[Records from a dataset]
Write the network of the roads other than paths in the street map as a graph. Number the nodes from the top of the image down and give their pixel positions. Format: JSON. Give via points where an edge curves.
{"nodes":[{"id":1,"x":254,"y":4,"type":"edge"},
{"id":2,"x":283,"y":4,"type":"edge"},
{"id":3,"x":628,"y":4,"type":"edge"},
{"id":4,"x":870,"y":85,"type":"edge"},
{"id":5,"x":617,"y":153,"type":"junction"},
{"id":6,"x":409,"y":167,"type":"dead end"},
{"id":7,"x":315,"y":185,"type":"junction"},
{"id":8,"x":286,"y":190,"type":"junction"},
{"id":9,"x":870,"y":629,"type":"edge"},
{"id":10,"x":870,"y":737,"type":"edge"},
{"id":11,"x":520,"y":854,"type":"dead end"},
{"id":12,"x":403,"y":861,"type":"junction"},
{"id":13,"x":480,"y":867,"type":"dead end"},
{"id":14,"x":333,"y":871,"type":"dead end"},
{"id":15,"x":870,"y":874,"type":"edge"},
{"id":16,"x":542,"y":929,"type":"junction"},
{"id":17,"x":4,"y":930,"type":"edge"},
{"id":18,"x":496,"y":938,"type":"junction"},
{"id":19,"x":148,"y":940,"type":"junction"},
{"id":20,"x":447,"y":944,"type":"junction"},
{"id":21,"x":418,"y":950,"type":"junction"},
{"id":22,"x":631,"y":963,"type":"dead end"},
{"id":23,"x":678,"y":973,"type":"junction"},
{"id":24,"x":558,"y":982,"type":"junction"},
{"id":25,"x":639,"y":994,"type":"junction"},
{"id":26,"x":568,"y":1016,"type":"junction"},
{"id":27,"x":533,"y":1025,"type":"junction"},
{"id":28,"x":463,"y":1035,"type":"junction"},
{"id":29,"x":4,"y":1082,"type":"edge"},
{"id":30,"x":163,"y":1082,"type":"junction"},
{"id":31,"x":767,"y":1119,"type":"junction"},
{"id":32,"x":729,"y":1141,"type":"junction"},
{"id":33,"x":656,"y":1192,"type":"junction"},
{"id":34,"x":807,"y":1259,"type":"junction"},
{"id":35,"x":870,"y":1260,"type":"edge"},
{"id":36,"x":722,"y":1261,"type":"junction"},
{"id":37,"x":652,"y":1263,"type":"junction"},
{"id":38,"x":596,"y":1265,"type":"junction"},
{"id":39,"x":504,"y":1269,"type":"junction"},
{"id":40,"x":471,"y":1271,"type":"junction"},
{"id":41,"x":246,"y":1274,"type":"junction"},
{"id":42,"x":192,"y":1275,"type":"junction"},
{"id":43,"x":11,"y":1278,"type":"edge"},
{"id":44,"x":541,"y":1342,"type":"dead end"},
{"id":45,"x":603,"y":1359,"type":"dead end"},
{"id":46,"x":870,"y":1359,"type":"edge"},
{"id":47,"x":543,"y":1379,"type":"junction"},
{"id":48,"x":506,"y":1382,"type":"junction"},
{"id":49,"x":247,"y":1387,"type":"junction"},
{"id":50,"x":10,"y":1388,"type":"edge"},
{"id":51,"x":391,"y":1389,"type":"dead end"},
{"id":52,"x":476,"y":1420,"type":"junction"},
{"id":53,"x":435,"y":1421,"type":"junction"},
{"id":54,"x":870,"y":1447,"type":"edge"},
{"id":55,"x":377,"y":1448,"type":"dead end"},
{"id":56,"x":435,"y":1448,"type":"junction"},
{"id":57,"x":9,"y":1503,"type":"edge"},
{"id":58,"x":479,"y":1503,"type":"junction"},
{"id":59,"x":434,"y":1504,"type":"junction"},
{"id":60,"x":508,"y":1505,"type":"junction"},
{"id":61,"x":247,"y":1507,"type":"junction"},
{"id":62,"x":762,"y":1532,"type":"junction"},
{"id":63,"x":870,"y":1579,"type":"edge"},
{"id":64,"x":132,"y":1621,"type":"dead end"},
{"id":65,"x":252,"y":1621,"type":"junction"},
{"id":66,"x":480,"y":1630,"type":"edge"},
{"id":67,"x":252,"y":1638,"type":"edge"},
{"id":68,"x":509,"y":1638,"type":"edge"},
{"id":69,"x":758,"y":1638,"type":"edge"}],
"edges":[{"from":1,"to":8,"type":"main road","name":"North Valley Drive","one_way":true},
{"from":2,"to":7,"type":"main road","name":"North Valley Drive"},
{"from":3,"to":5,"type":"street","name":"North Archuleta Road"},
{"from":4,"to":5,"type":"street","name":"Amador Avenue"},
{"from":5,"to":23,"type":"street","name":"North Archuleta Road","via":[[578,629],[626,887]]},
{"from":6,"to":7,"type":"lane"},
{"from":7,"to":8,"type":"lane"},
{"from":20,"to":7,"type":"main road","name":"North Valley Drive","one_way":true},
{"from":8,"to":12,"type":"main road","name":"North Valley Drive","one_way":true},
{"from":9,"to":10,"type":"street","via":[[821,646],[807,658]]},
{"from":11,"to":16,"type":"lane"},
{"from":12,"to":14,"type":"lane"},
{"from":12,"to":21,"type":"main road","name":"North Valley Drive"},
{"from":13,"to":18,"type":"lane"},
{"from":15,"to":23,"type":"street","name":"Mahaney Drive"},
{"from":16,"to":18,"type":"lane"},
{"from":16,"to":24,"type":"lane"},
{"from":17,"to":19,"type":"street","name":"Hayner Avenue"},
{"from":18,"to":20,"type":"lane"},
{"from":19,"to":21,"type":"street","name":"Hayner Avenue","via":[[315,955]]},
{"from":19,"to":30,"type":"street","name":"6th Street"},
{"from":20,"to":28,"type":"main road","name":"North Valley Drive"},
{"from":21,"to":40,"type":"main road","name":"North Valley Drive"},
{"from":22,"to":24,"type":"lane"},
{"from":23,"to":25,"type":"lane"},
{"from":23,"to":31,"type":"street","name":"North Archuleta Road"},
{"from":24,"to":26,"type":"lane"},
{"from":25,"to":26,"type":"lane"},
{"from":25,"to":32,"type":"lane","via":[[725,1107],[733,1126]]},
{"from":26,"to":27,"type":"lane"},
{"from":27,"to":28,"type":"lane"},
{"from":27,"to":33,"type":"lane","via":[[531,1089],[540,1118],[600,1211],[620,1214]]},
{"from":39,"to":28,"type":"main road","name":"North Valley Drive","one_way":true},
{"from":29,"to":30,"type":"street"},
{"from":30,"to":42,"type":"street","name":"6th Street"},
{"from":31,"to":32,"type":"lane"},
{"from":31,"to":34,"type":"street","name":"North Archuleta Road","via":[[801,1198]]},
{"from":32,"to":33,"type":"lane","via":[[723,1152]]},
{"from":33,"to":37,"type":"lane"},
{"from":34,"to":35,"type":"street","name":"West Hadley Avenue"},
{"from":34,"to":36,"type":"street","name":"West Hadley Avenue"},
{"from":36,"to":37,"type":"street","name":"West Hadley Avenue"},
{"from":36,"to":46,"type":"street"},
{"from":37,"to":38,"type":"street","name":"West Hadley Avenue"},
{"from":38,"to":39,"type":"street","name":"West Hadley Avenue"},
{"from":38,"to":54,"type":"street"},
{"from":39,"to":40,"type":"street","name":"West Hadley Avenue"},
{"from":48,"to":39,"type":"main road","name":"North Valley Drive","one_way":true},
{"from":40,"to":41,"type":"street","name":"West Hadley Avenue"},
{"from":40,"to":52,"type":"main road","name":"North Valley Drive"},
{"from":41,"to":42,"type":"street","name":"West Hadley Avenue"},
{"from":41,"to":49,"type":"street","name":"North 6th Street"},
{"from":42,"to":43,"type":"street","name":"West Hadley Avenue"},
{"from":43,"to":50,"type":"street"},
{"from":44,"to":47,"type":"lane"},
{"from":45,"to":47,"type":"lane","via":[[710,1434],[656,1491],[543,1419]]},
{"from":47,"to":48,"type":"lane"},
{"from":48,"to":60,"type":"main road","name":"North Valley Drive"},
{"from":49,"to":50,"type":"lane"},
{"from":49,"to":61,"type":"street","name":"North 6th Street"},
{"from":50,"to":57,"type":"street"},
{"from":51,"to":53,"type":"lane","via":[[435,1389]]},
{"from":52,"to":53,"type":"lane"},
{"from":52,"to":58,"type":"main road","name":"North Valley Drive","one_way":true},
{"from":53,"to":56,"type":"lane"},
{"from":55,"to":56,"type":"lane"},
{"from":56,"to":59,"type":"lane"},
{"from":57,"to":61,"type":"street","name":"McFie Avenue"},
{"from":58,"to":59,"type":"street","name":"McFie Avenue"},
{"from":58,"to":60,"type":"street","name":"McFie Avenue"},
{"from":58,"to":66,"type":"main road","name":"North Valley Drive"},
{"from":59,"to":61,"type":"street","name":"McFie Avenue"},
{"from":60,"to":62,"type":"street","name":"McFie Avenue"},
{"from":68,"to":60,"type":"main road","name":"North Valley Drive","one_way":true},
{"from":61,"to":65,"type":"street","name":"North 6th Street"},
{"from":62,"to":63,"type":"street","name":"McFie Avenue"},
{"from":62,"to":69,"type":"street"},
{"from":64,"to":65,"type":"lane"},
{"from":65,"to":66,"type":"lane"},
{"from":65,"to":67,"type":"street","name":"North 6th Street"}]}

» **TASK TO CARRY OUT**
A single number is the whole answer: how many lines in the entries hold the word "McFie".

» **REPLY**
6